[About this exercise]
Search the entries for the word "AHMADU". Copy each line in which it is found.

[Available records]

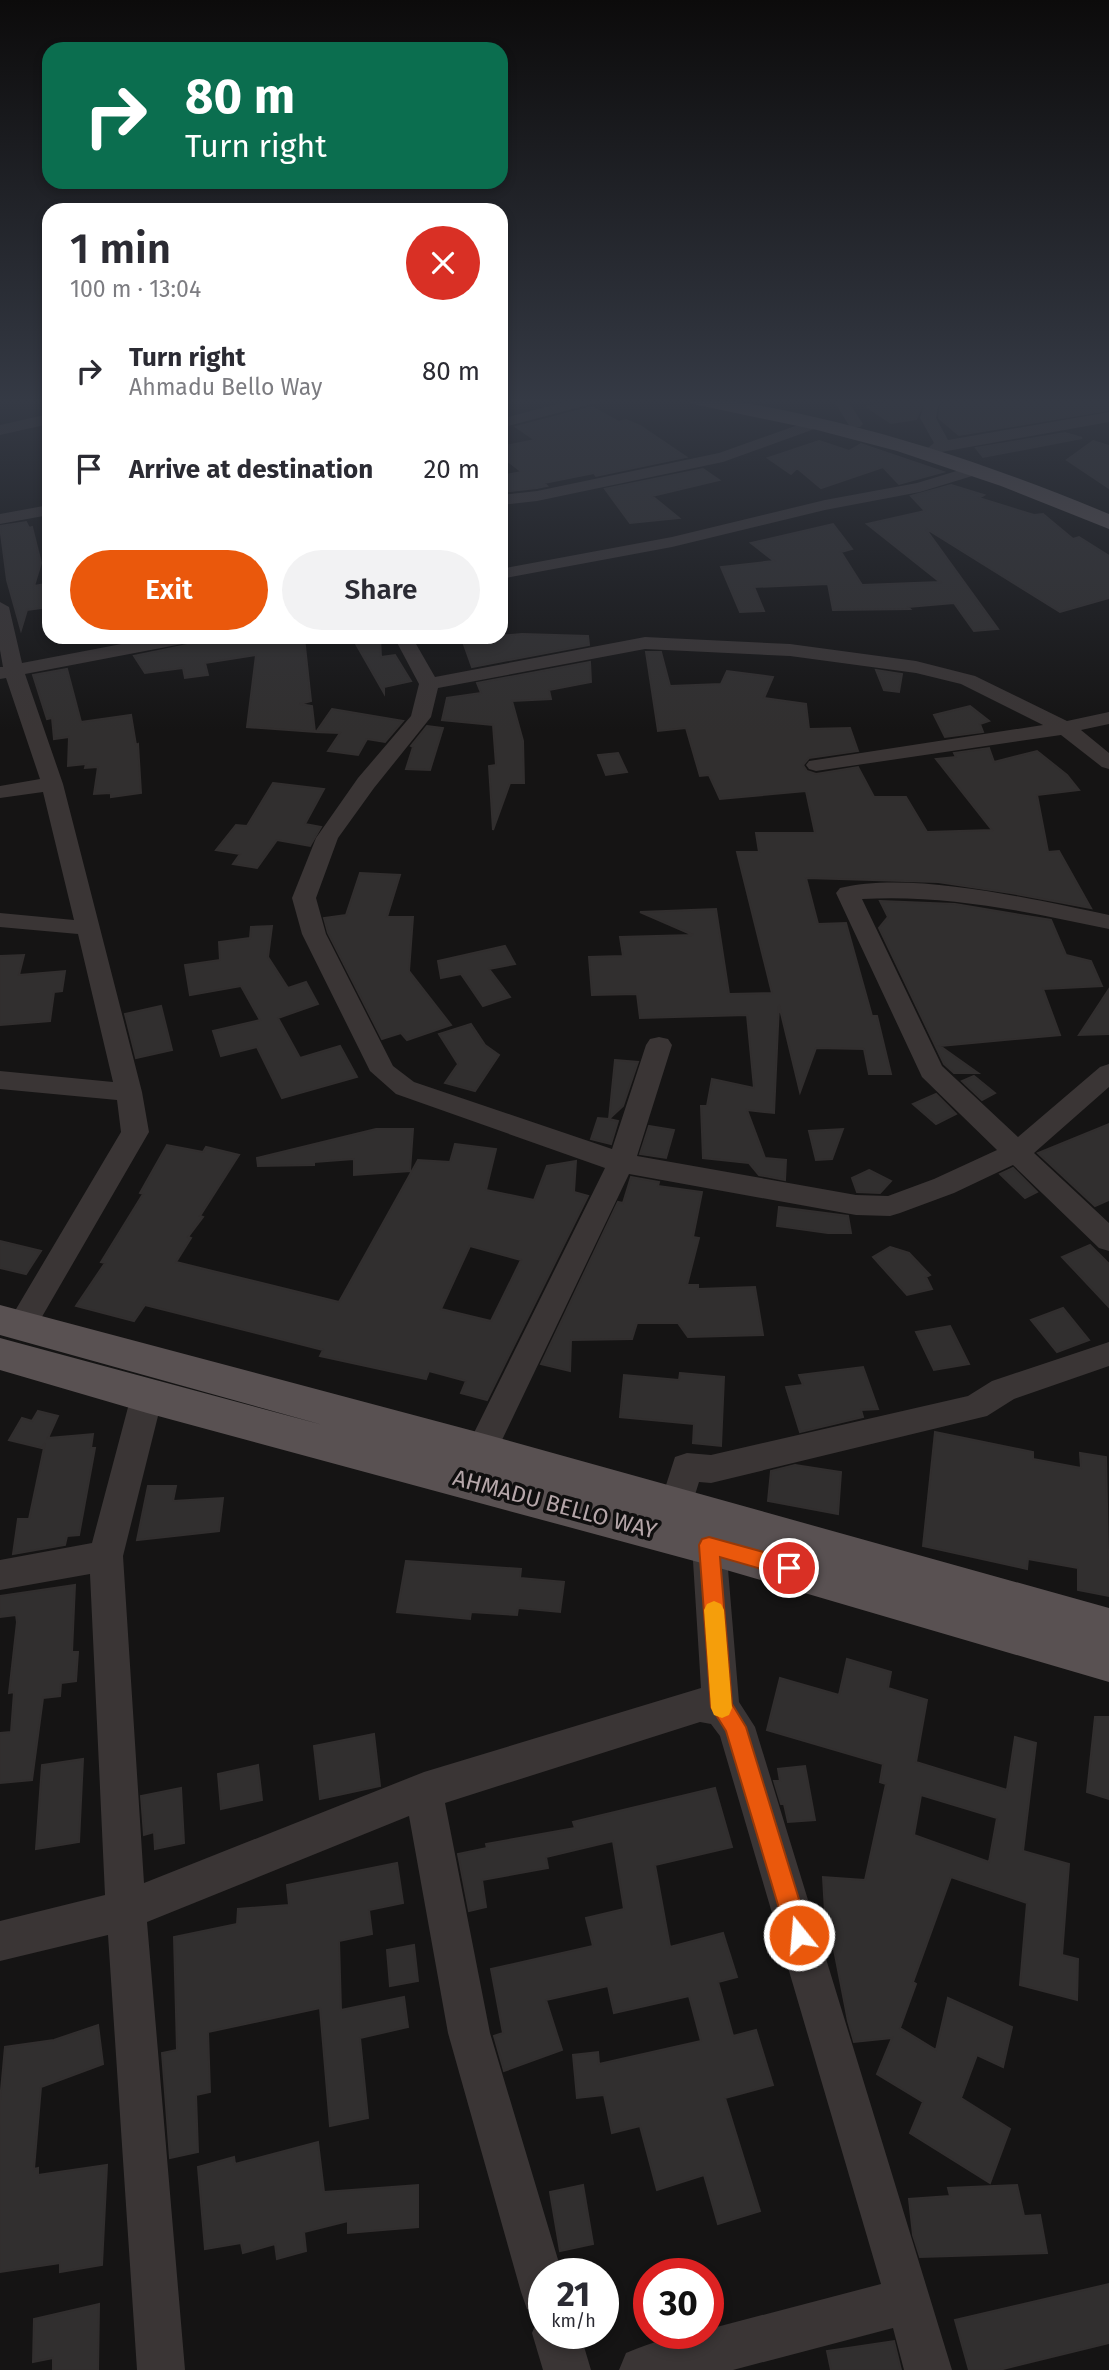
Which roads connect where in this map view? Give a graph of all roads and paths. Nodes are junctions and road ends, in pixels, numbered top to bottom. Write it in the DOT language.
graph roads {
  1 [pos="810,509"];
  2 [pos="1075,509"];
  3 [pos="42,511"];
  4 [pos="0,519"];
  5 [pos="1109,522"];
  6 [pos="508,573"];
  7 [pos="0,607"];
  8 [pos="151,644"];
  9 [pos="407,644"];
  10 [pos="7,672"];
  11 [pos="429,684"];
  12 [pos="1109,718"];
  13 [pos="1065,728"];
  14 [pos="1109,763"];
  15 [pos="816,765"];
  16 [pos="52,783"];
  17 [pos="0,792"];
  18 [pos="0,920"];
  19 [pos="1109,922"];
  20 [pos="88,928"];
  21 [pos="659,1045"];
  22 [pos="1109,1073"];
  23 [pos="0,1080"];
  24 [pos="129,1092"];
  25 [pos="1018,1152"];
  26 [pos="621,1163"];
  27 [pos="1109,1240"];
  28 [pos="7,1333"];
  29 [pos="1109,1354"];
  30 [pos="147,1396"];
  31 [pos="481,1451"];
  32 [pos="676,1507"];
  33 [pos="709,1545"];
  34 [pos="106,1556"];
  35 [pos="0,1575"];
  36 [pos="1109,1629"];
  37 [pos="1109,1660"];
  38 [pos="721,1707"];
  39 [pos="425,1791"];
  40 [pos="125,1910"];
  41 [pos="0,1941"];
  42 [pos="534,2258"];
  43 [pos="909,2300"];
  44 [pos="561,2349"];
  45 [pos="160,2370"];
  46 [pos="567,2370"];
  47 [pos="643,2370"];
  48 [pos="928,2370"];
  1 -- 6 [label="street"];
  2 -- 5 [label="main road"];
  3 -- 4 [label="street"];
  7 -- 10 [label="street"];
  8 -- 10 [label="street"];
  9 -- 11 [label="street"];
  10 -- 16 [label="street"];
  11 -- 13 [label="street"];
  11 -- 26 [label="street"];
  12 -- 13 [label="street"];
  13 -- 14 [label="street"];
  13 -- 15 [label="street"];
  16 -- 17 [label="street"];
  16 -- 20 [label="street"];
  18 -- 20 [label="street"];
  19 -- 25 [label="street"];
  20 -- 24 [label="street"];
  21 -- 26 [label="street"];
  22 -- 25 [label="street"];
  23 -- 24 [label="street"];
  24 -- 28 [label="street"];
  25 -- 26 [label="street"];
  25 -- 27 [label="street"];
  26 -- 31 [label="street"];
  28 -- 30 [label="main road, AHMADU BELLO WAY"];
  28 -- 31 [label="main road"];
  29 -- 32 [label="street"];
  30 -- 33 [label="main road, AHMADU BELLO WAY"];
  30 -- 34 [label="street"];
  31 -- 32 [label="main road"];
  32 -- 36 [label="main road"];
  33 -- 37 [label="main road, AHMADU BELLO WAY"];
  33 -- 38 [label="street"];
  34 -- 35 [label="street"];
  34 -- 40 [label="street"];
  38 -- 39 [label="street"];
  38 -- 43 [label="street"];
  39 -- 40 [label="street"];
  39 -- 42 [label="street"];
  40 -- 41 [label="street"];
  40 -- 45 [label="street"];
  43 -- 47 [label="street"];
  43 -- 48 [label="street"];
  44 -- 46 [label="street"];
}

[Result for this exercise]
  28 -- 30 [label="main road, AHMADU BELLO WAY"];
  30 -- 33 [label="main road, AHMADU BELLO WAY"];
  33 -- 37 [label="main road, AHMADU BELLO WAY"];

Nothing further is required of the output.